Task instructions => Every line with the string "Villette" in it belongs in your answer, so copy them all from the data.

Dataset =>
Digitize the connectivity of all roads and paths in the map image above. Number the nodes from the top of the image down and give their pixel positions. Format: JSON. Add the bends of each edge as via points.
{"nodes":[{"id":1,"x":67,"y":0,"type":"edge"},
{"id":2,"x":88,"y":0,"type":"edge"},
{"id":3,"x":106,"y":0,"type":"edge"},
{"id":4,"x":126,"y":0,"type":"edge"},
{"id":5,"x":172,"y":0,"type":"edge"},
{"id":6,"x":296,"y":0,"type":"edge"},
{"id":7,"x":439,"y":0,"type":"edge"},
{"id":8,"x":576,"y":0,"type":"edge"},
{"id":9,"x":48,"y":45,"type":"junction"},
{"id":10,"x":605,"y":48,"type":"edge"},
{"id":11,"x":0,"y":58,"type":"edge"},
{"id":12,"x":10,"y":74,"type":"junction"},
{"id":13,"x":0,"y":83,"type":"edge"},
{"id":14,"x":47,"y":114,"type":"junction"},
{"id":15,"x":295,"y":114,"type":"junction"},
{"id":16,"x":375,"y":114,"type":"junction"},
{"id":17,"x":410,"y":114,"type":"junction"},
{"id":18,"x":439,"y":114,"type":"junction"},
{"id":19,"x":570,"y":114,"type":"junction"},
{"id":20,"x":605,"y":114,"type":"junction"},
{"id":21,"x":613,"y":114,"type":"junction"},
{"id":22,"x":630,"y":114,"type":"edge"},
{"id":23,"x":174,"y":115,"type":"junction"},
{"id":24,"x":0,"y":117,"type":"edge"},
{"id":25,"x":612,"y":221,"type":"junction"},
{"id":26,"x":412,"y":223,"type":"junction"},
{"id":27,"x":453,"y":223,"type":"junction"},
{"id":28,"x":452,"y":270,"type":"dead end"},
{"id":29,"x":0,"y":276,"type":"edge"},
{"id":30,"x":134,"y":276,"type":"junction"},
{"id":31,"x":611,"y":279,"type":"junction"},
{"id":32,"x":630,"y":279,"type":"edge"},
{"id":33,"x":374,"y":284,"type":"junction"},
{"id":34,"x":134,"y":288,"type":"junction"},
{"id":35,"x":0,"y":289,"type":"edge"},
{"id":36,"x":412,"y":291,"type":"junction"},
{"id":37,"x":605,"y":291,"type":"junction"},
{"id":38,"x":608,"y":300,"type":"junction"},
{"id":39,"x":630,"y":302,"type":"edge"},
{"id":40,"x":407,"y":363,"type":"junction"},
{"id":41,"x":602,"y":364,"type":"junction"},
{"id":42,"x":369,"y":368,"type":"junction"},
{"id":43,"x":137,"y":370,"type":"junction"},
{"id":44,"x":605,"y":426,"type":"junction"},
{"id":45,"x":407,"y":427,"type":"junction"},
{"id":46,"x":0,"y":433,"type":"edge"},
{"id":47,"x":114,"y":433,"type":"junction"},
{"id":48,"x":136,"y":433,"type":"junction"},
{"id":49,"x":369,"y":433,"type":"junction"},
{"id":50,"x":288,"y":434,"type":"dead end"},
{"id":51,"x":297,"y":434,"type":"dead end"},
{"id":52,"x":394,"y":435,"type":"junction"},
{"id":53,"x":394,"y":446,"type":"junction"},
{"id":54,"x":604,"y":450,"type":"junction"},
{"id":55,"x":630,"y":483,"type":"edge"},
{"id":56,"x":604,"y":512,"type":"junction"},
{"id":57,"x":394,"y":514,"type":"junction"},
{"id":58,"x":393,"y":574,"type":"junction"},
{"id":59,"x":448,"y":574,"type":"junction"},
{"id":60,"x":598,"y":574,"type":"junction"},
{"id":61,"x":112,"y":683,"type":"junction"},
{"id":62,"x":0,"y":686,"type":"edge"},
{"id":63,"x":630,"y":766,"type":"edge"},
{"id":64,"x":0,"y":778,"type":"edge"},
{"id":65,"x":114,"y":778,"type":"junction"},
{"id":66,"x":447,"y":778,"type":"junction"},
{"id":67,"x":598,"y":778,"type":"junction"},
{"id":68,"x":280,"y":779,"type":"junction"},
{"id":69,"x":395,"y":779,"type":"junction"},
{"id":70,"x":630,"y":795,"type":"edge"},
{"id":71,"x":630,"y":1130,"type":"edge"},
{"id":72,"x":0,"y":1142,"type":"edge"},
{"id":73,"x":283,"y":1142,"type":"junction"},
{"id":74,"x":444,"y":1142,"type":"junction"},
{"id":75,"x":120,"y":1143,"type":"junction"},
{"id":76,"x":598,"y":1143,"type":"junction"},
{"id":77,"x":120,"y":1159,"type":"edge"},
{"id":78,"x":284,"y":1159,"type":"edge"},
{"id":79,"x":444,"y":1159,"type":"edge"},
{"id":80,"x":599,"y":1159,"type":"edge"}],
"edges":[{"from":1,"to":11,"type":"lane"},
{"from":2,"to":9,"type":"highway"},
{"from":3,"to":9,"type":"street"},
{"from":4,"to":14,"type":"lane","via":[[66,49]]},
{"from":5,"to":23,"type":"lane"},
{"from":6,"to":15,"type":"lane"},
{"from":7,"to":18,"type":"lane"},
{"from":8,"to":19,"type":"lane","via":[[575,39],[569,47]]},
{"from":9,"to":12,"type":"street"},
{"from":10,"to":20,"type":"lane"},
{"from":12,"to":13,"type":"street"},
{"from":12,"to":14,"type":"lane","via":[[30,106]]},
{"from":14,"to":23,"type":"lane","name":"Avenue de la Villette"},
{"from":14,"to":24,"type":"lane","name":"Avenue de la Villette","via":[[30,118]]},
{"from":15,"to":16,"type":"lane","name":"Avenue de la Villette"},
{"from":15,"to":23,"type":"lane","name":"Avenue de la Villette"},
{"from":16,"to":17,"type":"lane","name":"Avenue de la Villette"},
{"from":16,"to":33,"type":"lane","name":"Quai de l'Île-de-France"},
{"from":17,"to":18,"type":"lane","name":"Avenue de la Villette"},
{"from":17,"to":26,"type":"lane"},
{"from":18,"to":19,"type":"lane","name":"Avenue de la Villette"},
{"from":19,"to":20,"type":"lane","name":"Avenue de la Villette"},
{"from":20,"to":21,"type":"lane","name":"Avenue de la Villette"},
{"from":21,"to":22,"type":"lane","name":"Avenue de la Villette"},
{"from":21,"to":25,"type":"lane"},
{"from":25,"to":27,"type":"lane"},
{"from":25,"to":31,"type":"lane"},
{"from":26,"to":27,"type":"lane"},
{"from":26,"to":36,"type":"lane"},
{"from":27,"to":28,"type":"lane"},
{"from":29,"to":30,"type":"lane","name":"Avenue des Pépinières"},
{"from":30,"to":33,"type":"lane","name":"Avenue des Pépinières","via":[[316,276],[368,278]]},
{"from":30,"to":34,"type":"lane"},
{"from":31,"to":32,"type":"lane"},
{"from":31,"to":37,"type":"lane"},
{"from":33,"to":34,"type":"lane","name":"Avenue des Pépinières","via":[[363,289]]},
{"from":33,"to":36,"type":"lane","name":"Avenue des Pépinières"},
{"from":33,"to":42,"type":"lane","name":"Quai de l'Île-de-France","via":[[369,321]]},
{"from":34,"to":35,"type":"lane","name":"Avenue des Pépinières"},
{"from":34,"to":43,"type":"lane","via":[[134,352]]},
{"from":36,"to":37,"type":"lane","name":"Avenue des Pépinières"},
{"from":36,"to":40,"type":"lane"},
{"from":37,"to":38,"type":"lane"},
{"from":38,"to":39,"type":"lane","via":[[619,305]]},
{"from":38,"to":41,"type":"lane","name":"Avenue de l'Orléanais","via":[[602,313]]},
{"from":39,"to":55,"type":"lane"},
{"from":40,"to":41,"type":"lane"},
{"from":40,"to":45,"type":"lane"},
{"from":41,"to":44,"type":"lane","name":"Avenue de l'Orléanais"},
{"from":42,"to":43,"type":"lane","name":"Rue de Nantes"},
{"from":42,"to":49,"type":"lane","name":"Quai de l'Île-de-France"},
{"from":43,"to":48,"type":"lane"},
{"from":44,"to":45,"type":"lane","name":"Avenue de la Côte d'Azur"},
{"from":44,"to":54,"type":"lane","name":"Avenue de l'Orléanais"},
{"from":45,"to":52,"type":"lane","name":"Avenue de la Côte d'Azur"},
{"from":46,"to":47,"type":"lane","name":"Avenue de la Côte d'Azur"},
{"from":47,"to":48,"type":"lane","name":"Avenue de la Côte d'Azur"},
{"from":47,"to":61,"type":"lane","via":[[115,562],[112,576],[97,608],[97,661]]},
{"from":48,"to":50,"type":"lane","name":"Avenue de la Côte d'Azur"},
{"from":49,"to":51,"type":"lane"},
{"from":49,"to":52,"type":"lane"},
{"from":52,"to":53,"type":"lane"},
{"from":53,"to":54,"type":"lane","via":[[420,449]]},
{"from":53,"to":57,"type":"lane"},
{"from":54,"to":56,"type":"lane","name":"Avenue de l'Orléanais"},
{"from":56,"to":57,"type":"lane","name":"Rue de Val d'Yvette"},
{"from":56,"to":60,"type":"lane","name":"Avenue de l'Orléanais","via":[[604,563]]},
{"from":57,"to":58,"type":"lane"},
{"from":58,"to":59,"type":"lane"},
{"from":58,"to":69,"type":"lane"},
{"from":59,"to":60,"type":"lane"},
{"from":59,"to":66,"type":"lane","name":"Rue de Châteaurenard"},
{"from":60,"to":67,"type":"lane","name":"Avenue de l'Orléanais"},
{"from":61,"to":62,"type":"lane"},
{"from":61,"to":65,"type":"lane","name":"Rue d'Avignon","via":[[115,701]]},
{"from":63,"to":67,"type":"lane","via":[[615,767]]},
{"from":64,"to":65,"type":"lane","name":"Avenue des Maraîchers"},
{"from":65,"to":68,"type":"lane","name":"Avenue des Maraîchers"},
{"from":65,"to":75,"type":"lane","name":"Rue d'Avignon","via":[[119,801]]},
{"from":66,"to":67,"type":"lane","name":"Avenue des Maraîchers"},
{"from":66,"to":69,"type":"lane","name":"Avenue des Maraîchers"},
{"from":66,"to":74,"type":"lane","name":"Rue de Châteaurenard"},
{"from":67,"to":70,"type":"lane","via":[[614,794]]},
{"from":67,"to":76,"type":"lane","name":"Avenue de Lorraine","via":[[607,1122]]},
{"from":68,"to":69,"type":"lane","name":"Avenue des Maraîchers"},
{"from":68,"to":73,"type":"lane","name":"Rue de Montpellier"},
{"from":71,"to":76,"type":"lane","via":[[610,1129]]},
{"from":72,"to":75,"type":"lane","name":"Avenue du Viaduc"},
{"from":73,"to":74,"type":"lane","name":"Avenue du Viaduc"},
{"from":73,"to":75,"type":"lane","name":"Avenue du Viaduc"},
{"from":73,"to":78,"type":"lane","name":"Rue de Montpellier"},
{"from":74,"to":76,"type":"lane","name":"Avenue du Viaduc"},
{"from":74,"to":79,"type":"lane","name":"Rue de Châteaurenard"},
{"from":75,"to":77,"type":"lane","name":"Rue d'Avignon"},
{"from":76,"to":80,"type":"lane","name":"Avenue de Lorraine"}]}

Task solution =>
{"from":14,"to":23,"type":"lane","name":"Avenue de la Villette"},
{"from":14,"to":24,"type":"lane","name":"Avenue de la Villette","via":[[30,118]]},
{"from":15,"to":16,"type":"lane","name":"Avenue de la Villette"},
{"from":15,"to":23,"type":"lane","name":"Avenue de la Villette"},
{"from":16,"to":17,"type":"lane","name":"Avenue de la Villette"},
{"from":17,"to":18,"type":"lane","name":"Avenue de la Villette"},
{"from":18,"to":19,"type":"lane","name":"Avenue de la Villette"},
{"from":19,"to":20,"type":"lane","name":"Avenue de la Villette"},
{"from":20,"to":21,"type":"lane","name":"Avenue de la Villette"},
{"from":21,"to":22,"type":"lane","name":"Avenue de la Villette"},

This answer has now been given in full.